## Goal:  understanding activity

The term activity in this document referes to actions performed by contributors. Based on the characterization of contributors, we will look at activities of the different identified groups over time. Having into account the the different data sources, we have into account the following actions:

 * Git: sending a commit
 * GitHub issues: opening an issue, closing an issue
 * GitHub pull requests: submiting a pull request, accepting (merging) a pull request
 * Bugzilla: opening a ticket, closing a ticket
 * Mailing Lists: sending a message
 * Discourse: initiating a thread, commmenting in a thread
  
This goal is refined in the following questions:

**Questions**:

For each of the activities and contributor groups identified above,

* How does activity evolve over time?

The metrics identified are:

**Metrics**: 

* Git:
  * Number of commits authored
* GitHub:
  * Number of issues opened
  * Number of issues closed
  * Number of pull requests opened
  * Number of pull requests merged
* Bugzilla:
  * Number of tickets opened
  * Number of tickets closed
* Mailing lists:
  * Number of e-mails sent
* Discourse:
  * Number of threads initiated
  * Number of comments posted
  
These metrics will be computed for the speficied contributor groups, over time.

### Metric Calculations
First we need to load a connection against the proper ES instance. We use an external module to load credentials from a file that will not be shared. If you want to run this, please use your own credentials, just put them in a file named '.settings' (in the same directory as this notebook) following the example file 'settings.sample'.
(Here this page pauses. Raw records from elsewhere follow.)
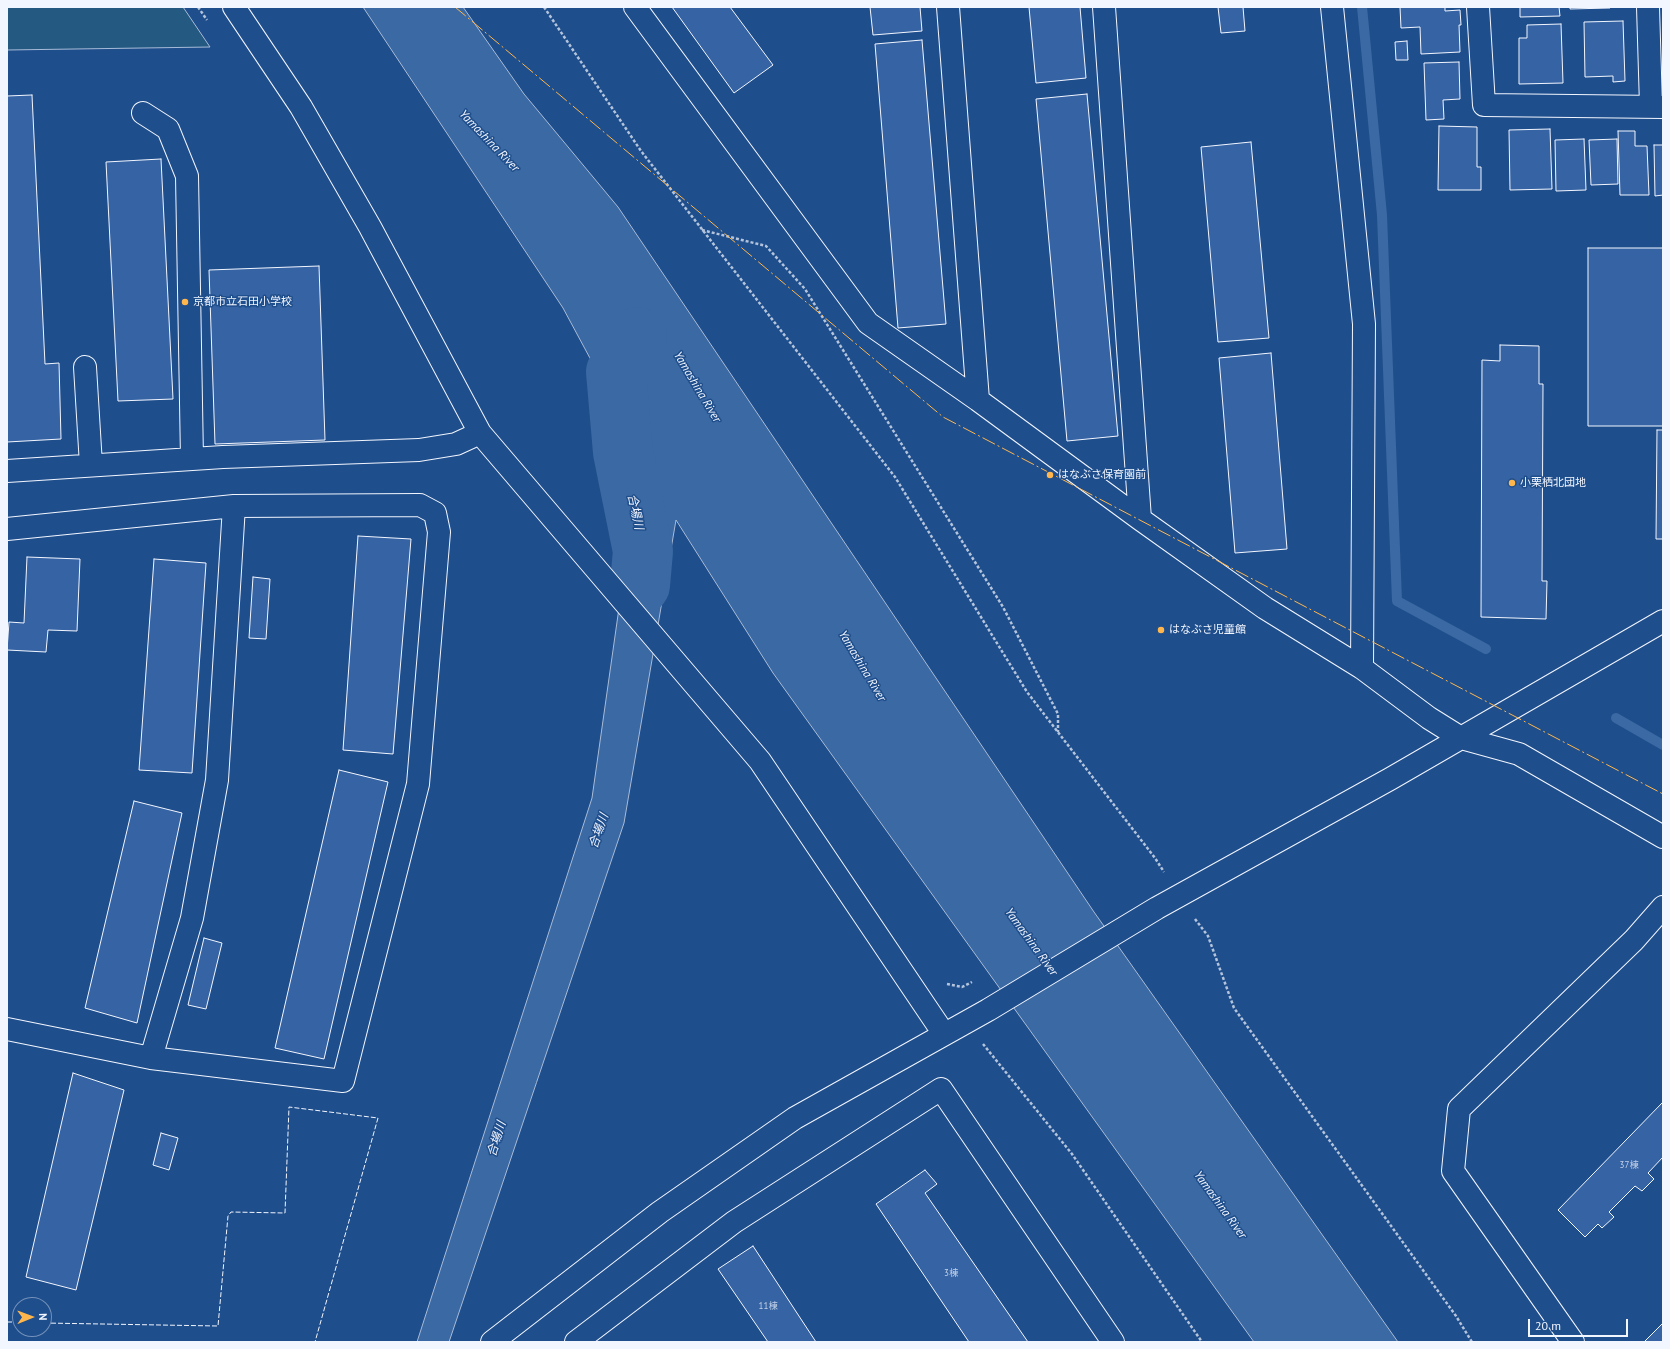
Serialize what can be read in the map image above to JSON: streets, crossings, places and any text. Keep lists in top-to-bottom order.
{
  "water": ["Yamashina River", "合場川"],
  "places": [
    "京都市立石田小学校",
    "はなぶさ保育園前",
    "小栗栖北団地",
    "はなぶさ児童館"
  ],
  "house_numbers": ["37棟", "3棟", "11棟"],
  "scale_bar": "20 m",
  "north": "right"
}
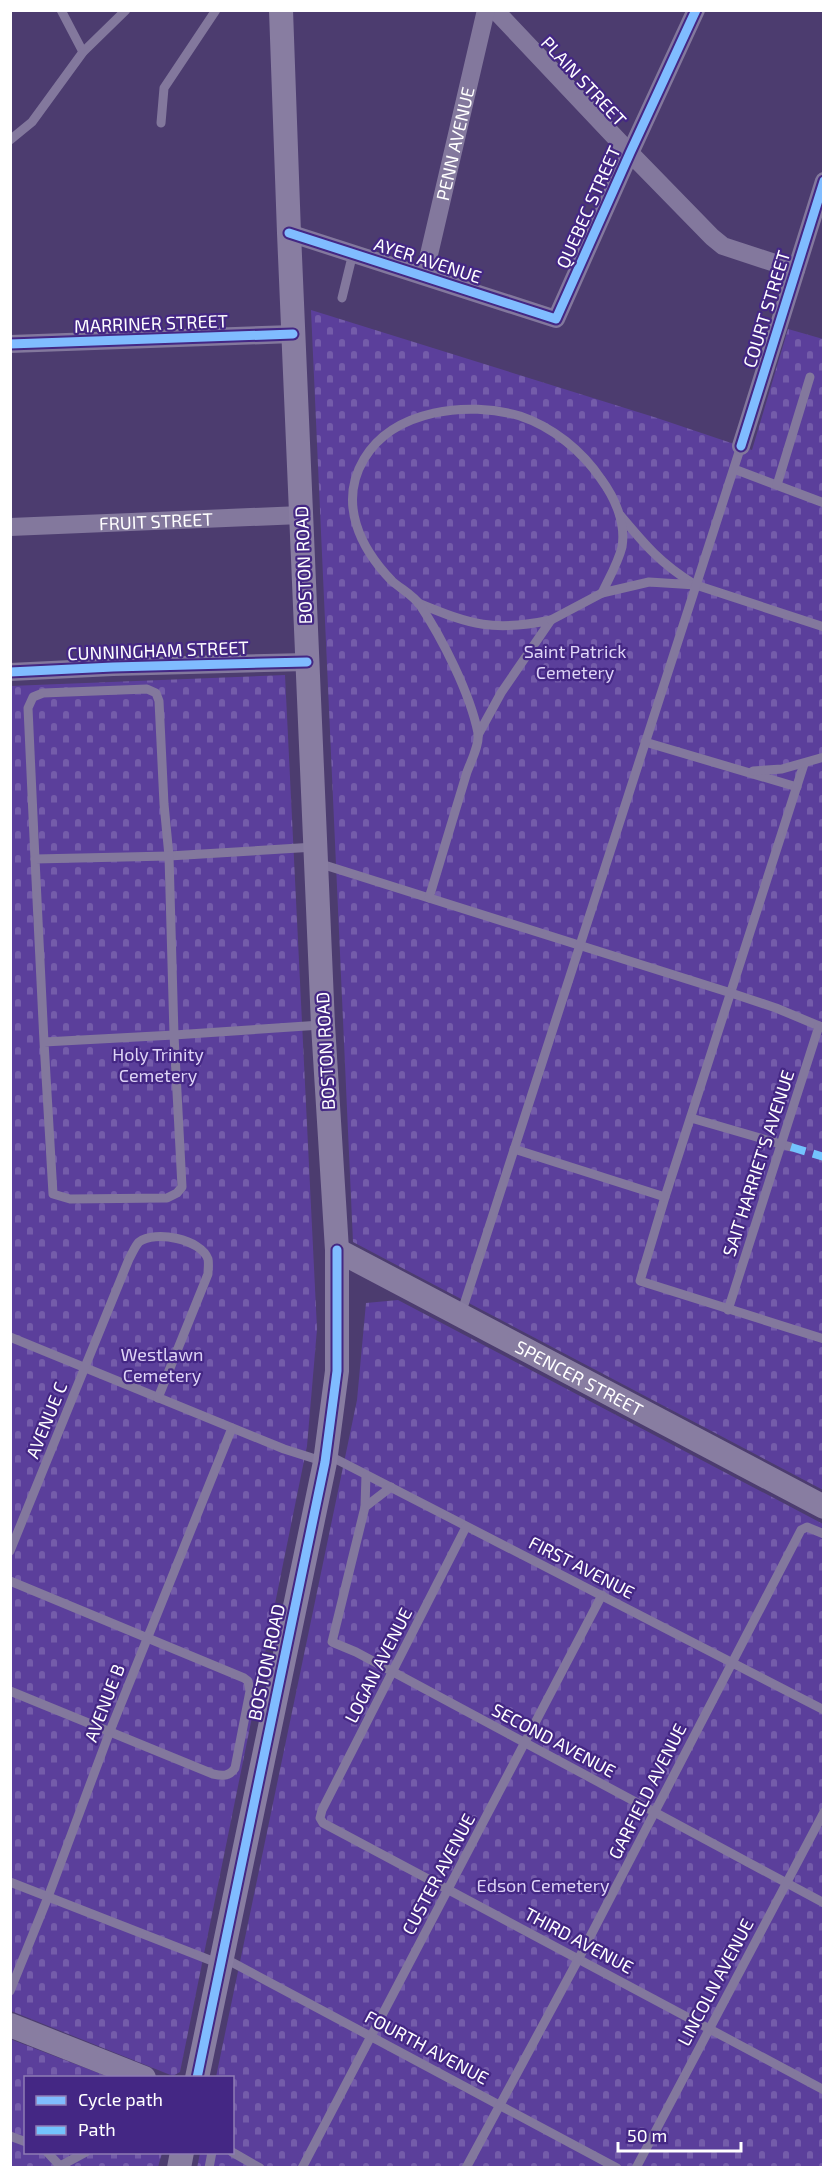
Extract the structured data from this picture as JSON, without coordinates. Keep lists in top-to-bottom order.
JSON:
{
  "streets": {
    "main road": ["BOSTON ROAD", "SPENCER STREET"],
    "street": [
      "PLAIN STREET",
      "PENN AVENUE",
      "QUEBEC STREET",
      "AYER AVENUE",
      "COURT STREET",
      "MARRINER STREET",
      "FRUIT STREET",
      "CUNNINGHAM STREET"
    ],
    "lane": [
      "SAIT HARRIET'S AVENUE",
      "AVENUE C",
      "FIRST AVENUE",
      "LOGAN AVENUE",
      "AVENUE B",
      "SECOND AVENUE",
      "GARFIELD AVENUE",
      "CUSTER AVENUE",
      "THIRD AVENUE",
      "LINCOLN AVENUE",
      "FOURTH AVENUE"
    ]
  },
  "crossings": [
    ["PLAIN STREET", "QUEBEC STREET"],
    ["PLAIN STREET", "COURT STREET"],
    ["PENN AVENUE", "AYER AVENUE"],
    ["QUEBEC STREET", "AYER AVENUE"],
    ["AYER AVENUE", "BOSTON ROAD"],
    ["MARRINER STREET", "BOSTON ROAD"],
    ["FRUIT STREET", "BOSTON ROAD"],
    ["BOSTON ROAD", "CUNNINGHAM STREET"],
    ["BOSTON ROAD", "SPENCER STREET"],
    ["BOSTON ROAD", "FIRST AVENUE"],
    ["BOSTON ROAD", "FOURTH AVENUE"],
    ["AVENUE C", "FIRST AVENUE"],
    ["FIRST AVENUE", "LOGAN AVENUE"],
    ["FIRST AVENUE", "AVENUE B"],
    ["FIRST AVENUE", "GARFIELD AVENUE"],
    ["FIRST AVENUE", "CUSTER AVENUE"],
    ["LOGAN AVENUE", "SECOND AVENUE"],
    ["LOGAN AVENUE", "THIRD AVENUE"],
    ["AVENUE B", "FOURTH AVENUE"],
    ["SECOND AVENUE", "GARFIELD AVENUE"],
    ["SECOND AVENUE", "CUSTER AVENUE"],
    ["SECOND AVENUE", "LINCOLN AVENUE"],
    ["GARFIELD AVENUE", "THIRD AVENUE"],
    ["GARFIELD AVENUE", "FOURTH AVENUE"],
    ["CUSTER AVENUE", "THIRD AVENUE"],
    ["CUSTER AVENUE", "FOURTH AVENUE"],
    ["THIRD AVENUE", "LINCOLN AVENUE"]
  ],
  "parks": [
    "Saint Patrick Cemetery",
    "Holy Trinity Cemetery",
    "Westlawn Cemetery",
    "Edson Cemetery"
  ],
  "legend": ["Cycle path", "Path"],
  "scale_bar": "50 m"
}
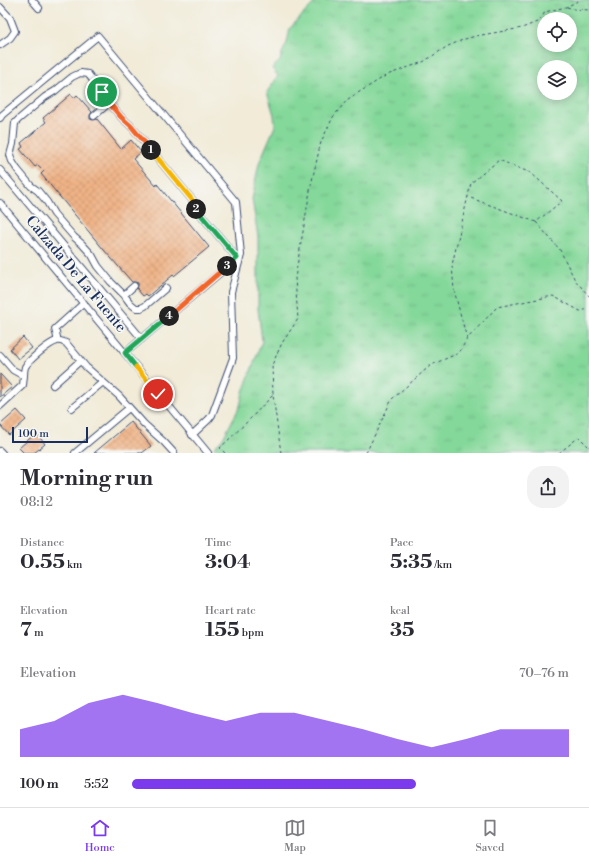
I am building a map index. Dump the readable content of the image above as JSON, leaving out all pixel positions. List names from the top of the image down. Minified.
{"streets":{"street":["Calzada De La Fuente"]},"scale_bar":"100 m","page":{"pins":["1","2","3","4"],"scale":"100 m","heading":["Morning run","08:12"],"stats":[["Distance","0.55 km"],["Time","3:04"],["Pace","5:35 /km"],["Elevation","7 m"],["Heart rate","155 bpm"],["kcal","35"]],"chart":["Elevation","70–76 m"],"list":[{"name":"100 m","note":"5:52"}],"tabs":["Home","Map","Saved"]}}
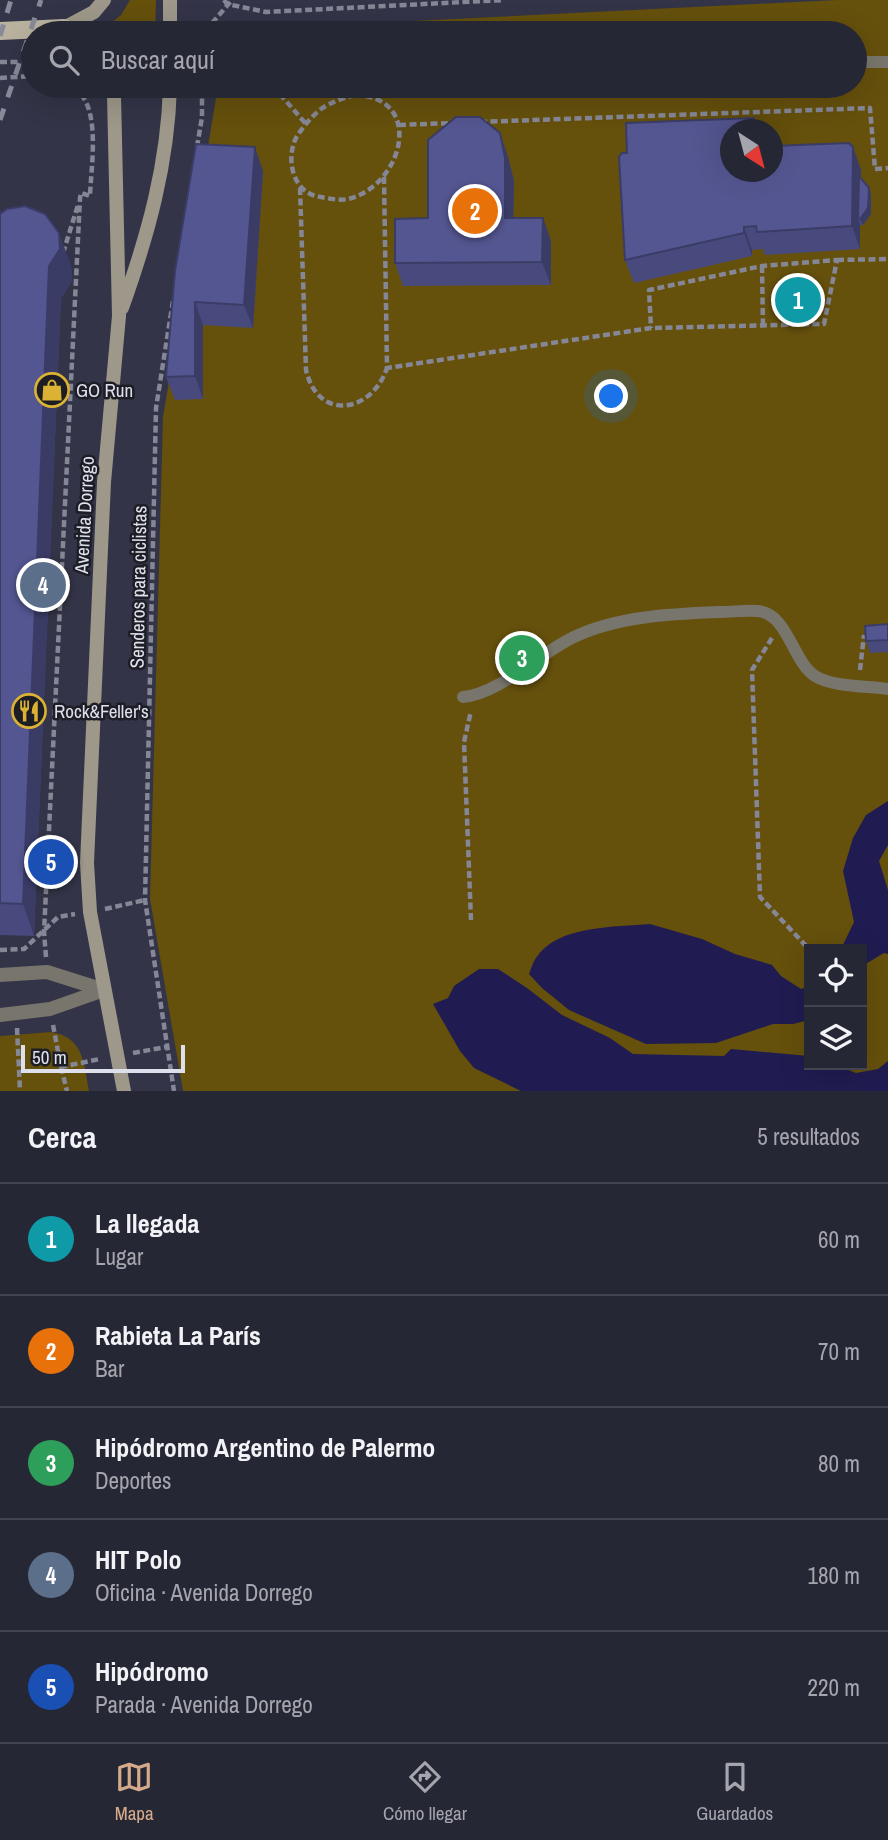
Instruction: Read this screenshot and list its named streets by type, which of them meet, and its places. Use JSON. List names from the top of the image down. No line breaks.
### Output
{"streets":{"main road":["Avenida Dorrego"],"path":["Senderos para ciclistas"]},"places":{"shop":["GO Run"],"restaurant":["Rock&Feller's"]},"scale_bar":"50 m","north":"bottom right","page":{"search":"Buscar aquí","pins":["2","1","4","3","5"],"scale":"50 m","heading":["Cerca","5 resultados"],"list":[{"mark":"1","name":"La llegada","note":"Lugar","value":"60 m"},{"mark":"2","name":"Rabieta La París","note":"Bar","value":"70 m"},{"mark":"3","name":"Hipódromo Argentino de Palermo","note":"Deportes","value":"80 m"},{"mark":"4","name":"HIT Polo","note":"Oficina · Avenida Dorrego","value":"180 m"},{"mark":"5","name":"Hipódromo","note":"Parada · Avenida Dorrego","value":"220 m"}],"nav":["Mapa","Cómo llegar","Guardados"]}}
**TODO**: add bot and merges filtering

In [1]:
import pandas

import plotly as plotly
import plotly.graph_objs as go

import util as ut

from util import ESConnection
from elasticsearch_dsl import Search

es_conn = ESConnection()

In [2]:
def create_search(source):
    s = Search(using=es_conn, index=source)
    # TODO: Add bot and merges filtering.
    #s = s.filter('range', grimoire_creation_date={'gt': 'now/M-2y', 'lt': 'now/M'})
    s.params(timeout=30)
    return s

In [3]:
def print_result(result):
    """In case you need to check query response, call this function
    """
    print(result.to_dict()['aggregations'])

In [4]:
def print_df(result, group_field, value_field, group_column, value_column):
    df = pandas.DataFrame()

    df = df.from_dict(result.to_dict()['aggregations'][group_field]['buckets'])
    df = df.drop('doc_count', axis=1)
    df[value_field] = df[value_field].apply(lambda row: row['value'])
    df=df[['key', value_field]]
    df.columns = [group_column, value_column]

    return df

In [5]:
def stack_by(result, group_column, time_column, value_column, group_field, time_field, value_field):
    """Creates a dataframe based on group and time values
    """
    df = pandas.DataFrame(columns=[group_column, time_column, value_column])

    for b in result.to_dict()['aggregations'][group_field]['buckets']:
        for i in b[time_field]['buckets']:
            df.loc[len(df)] = [b['key'], i['key_as_string'], i[value_field]['value']]
    
    return df

In [6]:
def stack_by_terms(result, group_column, subgroup_column, value_column, group_field, subgroup_field, value_field):
    """Creates a dataframe based on group and subgroup values
    """
    df = pandas.DataFrame(columns=[group_column, subgroup_column, value_column])

    for b in result.to_dict()['aggregations'][group_field]['buckets']:
        for i in b[subgroup_field]['buckets']:
           df.loc[len(df)] = [b['key'], i['key'], i[value_field]]
    
    return df

In [7]:
def stack_by_terms_cusum(result, group_column, subgroup_column, value_column,\
                         group_field, subgroup_field, value_field,\
                         staff_org_names, staff_org):
    """Creates a dataframe based on group and subgroup values
    aggregating Non-mozilla staff numbers together
    """
    df = pandas.DataFrame(columns=[group_column, subgroup_column, value_column])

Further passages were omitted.